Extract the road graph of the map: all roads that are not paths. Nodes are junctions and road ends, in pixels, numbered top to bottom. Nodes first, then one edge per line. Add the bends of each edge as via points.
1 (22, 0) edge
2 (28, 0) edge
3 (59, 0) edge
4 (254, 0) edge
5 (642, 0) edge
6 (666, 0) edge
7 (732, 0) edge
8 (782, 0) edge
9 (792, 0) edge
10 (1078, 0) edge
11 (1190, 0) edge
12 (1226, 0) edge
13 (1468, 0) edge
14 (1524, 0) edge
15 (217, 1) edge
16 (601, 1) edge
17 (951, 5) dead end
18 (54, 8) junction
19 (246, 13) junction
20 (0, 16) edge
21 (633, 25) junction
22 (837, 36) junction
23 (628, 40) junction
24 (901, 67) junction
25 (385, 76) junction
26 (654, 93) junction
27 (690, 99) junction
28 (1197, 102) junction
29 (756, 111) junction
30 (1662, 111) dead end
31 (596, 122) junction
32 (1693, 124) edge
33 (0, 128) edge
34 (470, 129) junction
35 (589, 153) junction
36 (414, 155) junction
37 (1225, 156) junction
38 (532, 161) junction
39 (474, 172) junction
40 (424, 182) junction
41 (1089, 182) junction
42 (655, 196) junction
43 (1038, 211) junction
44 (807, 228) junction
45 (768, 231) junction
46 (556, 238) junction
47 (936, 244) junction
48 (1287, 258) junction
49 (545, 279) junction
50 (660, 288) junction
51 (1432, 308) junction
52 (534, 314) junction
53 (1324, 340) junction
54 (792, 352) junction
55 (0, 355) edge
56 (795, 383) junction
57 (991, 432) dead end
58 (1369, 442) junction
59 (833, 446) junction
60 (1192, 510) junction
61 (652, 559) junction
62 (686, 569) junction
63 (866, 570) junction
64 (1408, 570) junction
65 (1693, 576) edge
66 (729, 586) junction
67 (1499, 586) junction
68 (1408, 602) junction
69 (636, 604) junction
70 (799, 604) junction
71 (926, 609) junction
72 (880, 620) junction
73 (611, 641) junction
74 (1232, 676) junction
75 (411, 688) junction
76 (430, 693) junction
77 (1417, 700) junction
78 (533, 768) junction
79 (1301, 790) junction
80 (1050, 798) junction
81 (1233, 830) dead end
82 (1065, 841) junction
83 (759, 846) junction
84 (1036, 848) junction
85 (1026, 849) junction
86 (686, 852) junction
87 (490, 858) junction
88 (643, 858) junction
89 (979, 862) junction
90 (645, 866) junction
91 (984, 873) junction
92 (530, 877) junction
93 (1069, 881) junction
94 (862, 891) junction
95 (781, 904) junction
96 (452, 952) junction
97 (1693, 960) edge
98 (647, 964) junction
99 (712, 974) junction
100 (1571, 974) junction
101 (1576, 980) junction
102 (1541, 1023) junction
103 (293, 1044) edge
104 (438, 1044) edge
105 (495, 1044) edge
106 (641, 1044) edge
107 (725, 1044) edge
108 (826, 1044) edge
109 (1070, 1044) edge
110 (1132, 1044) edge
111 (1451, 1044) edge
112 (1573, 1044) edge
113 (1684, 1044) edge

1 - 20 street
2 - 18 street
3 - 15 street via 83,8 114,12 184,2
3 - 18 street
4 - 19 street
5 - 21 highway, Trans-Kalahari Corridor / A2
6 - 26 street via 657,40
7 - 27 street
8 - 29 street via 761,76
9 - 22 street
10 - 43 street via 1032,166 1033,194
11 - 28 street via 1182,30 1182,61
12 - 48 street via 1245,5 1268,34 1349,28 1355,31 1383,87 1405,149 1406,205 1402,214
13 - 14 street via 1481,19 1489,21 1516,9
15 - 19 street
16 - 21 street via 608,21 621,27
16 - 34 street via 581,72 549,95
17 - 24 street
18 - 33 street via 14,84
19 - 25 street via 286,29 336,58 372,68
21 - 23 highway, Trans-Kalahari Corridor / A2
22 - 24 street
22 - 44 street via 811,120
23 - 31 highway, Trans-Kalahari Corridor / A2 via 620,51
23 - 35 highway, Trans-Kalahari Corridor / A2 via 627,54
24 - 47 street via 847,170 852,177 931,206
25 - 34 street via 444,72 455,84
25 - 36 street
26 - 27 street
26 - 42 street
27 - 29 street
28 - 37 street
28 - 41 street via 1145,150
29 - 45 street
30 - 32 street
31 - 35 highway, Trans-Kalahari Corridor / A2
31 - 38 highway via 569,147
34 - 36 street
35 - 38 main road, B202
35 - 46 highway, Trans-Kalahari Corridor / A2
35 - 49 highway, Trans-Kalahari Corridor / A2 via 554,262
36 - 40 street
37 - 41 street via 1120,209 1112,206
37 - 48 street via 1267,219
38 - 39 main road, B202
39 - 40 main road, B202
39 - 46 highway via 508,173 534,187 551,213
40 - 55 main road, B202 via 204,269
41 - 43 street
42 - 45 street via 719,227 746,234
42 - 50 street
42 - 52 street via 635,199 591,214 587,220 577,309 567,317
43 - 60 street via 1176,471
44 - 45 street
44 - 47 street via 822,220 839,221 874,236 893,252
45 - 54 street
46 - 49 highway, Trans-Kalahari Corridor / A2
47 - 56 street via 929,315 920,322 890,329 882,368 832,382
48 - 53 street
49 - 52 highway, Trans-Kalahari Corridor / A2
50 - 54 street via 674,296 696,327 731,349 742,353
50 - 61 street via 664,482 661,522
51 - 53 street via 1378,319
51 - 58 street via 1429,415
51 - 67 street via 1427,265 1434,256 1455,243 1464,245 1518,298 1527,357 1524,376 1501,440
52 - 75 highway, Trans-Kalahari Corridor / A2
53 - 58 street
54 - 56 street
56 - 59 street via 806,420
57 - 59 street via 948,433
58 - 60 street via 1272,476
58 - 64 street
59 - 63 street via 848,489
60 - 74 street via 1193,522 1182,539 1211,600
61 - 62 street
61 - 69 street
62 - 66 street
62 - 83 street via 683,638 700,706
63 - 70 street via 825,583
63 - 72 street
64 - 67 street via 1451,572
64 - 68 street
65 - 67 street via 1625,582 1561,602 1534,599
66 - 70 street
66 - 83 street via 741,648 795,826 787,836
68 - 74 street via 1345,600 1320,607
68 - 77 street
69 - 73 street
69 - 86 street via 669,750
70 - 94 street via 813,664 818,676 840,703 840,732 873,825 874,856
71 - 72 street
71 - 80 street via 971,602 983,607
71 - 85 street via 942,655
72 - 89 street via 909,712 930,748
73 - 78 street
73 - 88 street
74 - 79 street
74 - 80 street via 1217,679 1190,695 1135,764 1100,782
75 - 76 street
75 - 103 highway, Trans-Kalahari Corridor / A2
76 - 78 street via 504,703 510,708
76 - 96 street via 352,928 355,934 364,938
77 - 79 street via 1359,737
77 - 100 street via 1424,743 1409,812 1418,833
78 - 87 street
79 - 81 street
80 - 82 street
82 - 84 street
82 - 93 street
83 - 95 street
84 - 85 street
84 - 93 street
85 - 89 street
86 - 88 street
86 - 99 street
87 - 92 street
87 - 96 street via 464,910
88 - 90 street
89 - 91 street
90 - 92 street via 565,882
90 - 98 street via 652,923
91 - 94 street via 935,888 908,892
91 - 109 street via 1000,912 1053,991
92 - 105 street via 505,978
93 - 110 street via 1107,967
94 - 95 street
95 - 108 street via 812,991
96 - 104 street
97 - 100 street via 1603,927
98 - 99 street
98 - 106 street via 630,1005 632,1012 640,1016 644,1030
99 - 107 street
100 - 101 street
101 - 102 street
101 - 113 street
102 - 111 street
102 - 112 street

+-------+

Give back the data exactly.

Extract the road graph of the map: all roads that are not paths. Nodes are junctions and road ends, in pixels, numbered top to bottom. Nodes first, then one edge per line. Add the bends of each edge as via points.
1 (22, 0) edge
2 (28, 0) edge
3 (59, 0) edge
4 (254, 0) edge
5 (642, 0) edge
6 (666, 0) edge
7 (732, 0) edge
8 (782, 0) edge
9 (792, 0) edge
10 (1078, 0) edge
11 (1190, 0) edge
12 (1226, 0) edge
13 (1468, 0) edge
14 (1524, 0) edge
15 (217, 1) edge
16 (601, 1) edge
17 (951, 5) dead end
18 (54, 8) junction
19 (246, 13) junction
20 (0, 16) edge
21 (633, 25) junction
22 (837, 36) junction
23 (628, 40) junction
24 (901, 67) junction
25 (385, 76) junction
26 (654, 93) junction
27 (690, 99) junction
28 (1197, 102) junction
29 (756, 111) junction
30 (1662, 111) dead end
31 (596, 122) junction
32 (1693, 124) edge
33 (0, 128) edge
34 (470, 129) junction
35 (589, 153) junction
36 (414, 155) junction
37 (1225, 156) junction
38 (532, 161) junction
39 (474, 172) junction
40 (424, 182) junction
41 (1089, 182) junction
42 (655, 196) junction
43 (1038, 211) junction
44 (807, 228) junction
45 (768, 231) junction
46 (556, 238) junction
47 (936, 244) junction
48 (1287, 258) junction
49 (545, 279) junction
50 (660, 288) junction
51 (1432, 308) junction
52 (534, 314) junction
53 (1324, 340) junction
54 (792, 352) junction
55 (0, 355) edge
56 (795, 383) junction
57 (991, 432) dead end
58 (1369, 442) junction
59 (833, 446) junction
60 (1192, 510) junction
61 (652, 559) junction
62 (686, 569) junction
63 (866, 570) junction
64 (1408, 570) junction
65 (1693, 576) edge
66 (729, 586) junction
67 (1499, 586) junction
68 (1408, 602) junction
69 (636, 604) junction
70 (799, 604) junction
71 (926, 609) junction
72 (880, 620) junction
73 (611, 641) junction
74 (1232, 676) junction
75 (411, 688) junction
76 (430, 693) junction
77 (1417, 700) junction
78 (533, 768) junction
79 (1301, 790) junction
80 (1050, 798) junction
81 (1233, 830) dead end
82 (1065, 841) junction
83 (759, 846) junction
84 (1036, 848) junction
85 (1026, 849) junction
86 (686, 852) junction
87 (490, 858) junction
88 (643, 858) junction
89 (979, 862) junction
90 (645, 866) junction
91 (984, 873) junction
92 (530, 877) junction
93 (1069, 881) junction
94 (862, 891) junction
95 (781, 904) junction
96 (452, 952) junction
97 (1693, 960) edge
98 (647, 964) junction
99 (712, 974) junction
100 (1571, 974) junction
101 (1576, 980) junction
102 (1541, 1023) junction
103 (293, 1044) edge
104 (438, 1044) edge
105 (495, 1044) edge
106 (641, 1044) edge
107 (725, 1044) edge
108 (826, 1044) edge
109 (1070, 1044) edge
110 (1132, 1044) edge
111 (1451, 1044) edge
112 (1573, 1044) edge
113 (1684, 1044) edge

1 - 20 street
2 - 18 street
3 - 15 street via 83,8 114,12 184,2
3 - 18 street
4 - 19 street
5 - 21 highway, Trans-Kalahari Corridor / A2
6 - 26 street via 657,40
7 - 27 street
8 - 29 street via 761,76
9 - 22 street
10 - 43 street via 1032,166 1033,194
11 - 28 street via 1182,30 1182,61
12 - 48 street via 1245,5 1268,34 1349,28 1355,31 1383,87 1405,149 1406,205 1402,214
13 - 14 street via 1481,19 1489,21 1516,9
15 - 19 street
16 - 21 street via 608,21 621,27
16 - 34 street via 581,72 549,95
17 - 24 street
18 - 33 street via 14,84
19 - 25 street via 286,29 336,58 372,68
21 - 23 highway, Trans-Kalahari Corridor / A2
22 - 24 street
22 - 44 street via 811,120
23 - 31 highway, Trans-Kalahari Corridor / A2 via 620,51
23 - 35 highway, Trans-Kalahari Corridor / A2 via 627,54
24 - 47 street via 847,170 852,177 931,206
25 - 34 street via 444,72 455,84
25 - 36 street
26 - 27 street
26 - 42 street
27 - 29 street
28 - 37 street
28 - 41 street via 1145,150
29 - 45 street
30 - 32 street
31 - 35 highway, Trans-Kalahari Corridor / A2
31 - 38 highway via 569,147
34 - 36 street
35 - 38 main road, B202
35 - 46 highway, Trans-Kalahari Corridor / A2
35 - 49 highway, Trans-Kalahari Corridor / A2 via 554,262
36 - 40 street
37 - 41 street via 1120,209 1112,206
37 - 48 street via 1267,219
38 - 39 main road, B202
39 - 40 main road, B202
39 - 46 highway via 508,173 534,187 551,213
40 - 55 main road, B202 via 204,269
41 - 43 street
42 - 45 street via 719,227 746,234
42 - 50 street
42 - 52 street via 635,199 591,214 587,220 577,309 567,317
43 - 60 street via 1176,471
44 - 45 street
44 - 47 street via 822,220 839,221 874,236 893,252
45 - 54 street
46 - 49 highway, Trans-Kalahari Corridor / A2
47 - 56 street via 929,315 920,322 890,329 882,368 832,382
48 - 53 street
49 - 52 highway, Trans-Kalahari Corridor / A2
50 - 54 street via 674,296 696,327 731,349 742,353
50 - 61 street via 664,482 661,522
51 - 53 street via 1378,319
51 - 58 street via 1429,415
51 - 67 street via 1427,265 1434,256 1455,243 1464,245 1518,298 1527,357 1524,376 1501,440
52 - 75 highway, Trans-Kalahari Corridor / A2
53 - 58 street
54 - 56 street
56 - 59 street via 806,420
57 - 59 street via 948,433
58 - 60 street via 1272,476
58 - 64 street
59 - 63 street via 848,489
60 - 74 street via 1193,522 1182,539 1211,600
61 - 62 street
61 - 69 street
62 - 66 street
62 - 83 street via 683,638 700,706
63 - 70 street via 825,583
63 - 72 street
64 - 67 street via 1451,572
64 - 68 street
65 - 67 street via 1625,582 1561,602 1534,599
66 - 70 street
66 - 83 street via 741,648 795,826 787,836
68 - 74 street via 1345,600 1320,607
68 - 77 street
69 - 73 street
69 - 86 street via 669,750
70 - 94 street via 813,664 818,676 840,703 840,732 873,825 874,856
71 - 72 street
71 - 80 street via 971,602 983,607
71 - 85 street via 942,655
72 - 89 street via 909,712 930,748
73 - 78 street
73 - 88 street
74 - 79 street
74 - 80 street via 1217,679 1190,695 1135,764 1100,782
75 - 76 street
75 - 103 highway, Trans-Kalahari Corridor / A2
76 - 78 street via 504,703 510,708
76 - 96 street via 352,928 355,934 364,938
77 - 79 street via 1359,737
77 - 100 street via 1424,743 1409,812 1418,833
78 - 87 street
79 - 81 street
80 - 82 street
82 - 84 street
82 - 93 street
83 - 95 street
84 - 85 street
84 - 93 street
85 - 89 street
86 - 88 street
86 - 99 street
87 - 92 street
87 - 96 street via 464,910
88 - 90 street
89 - 91 street
90 - 92 street via 565,882
90 - 98 street via 652,923
91 - 94 street via 935,888 908,892
91 - 109 street via 1000,912 1053,991
92 - 105 street via 505,978
93 - 110 street via 1107,967
94 - 95 street
95 - 108 street via 812,991
96 - 104 street
97 - 100 street via 1603,927
98 - 99 street
98 - 106 street via 630,1005 632,1012 640,1016 644,1030
99 - 107 street
100 - 101 street
101 - 102 street
101 - 113 street
102 - 111 street
102 - 112 street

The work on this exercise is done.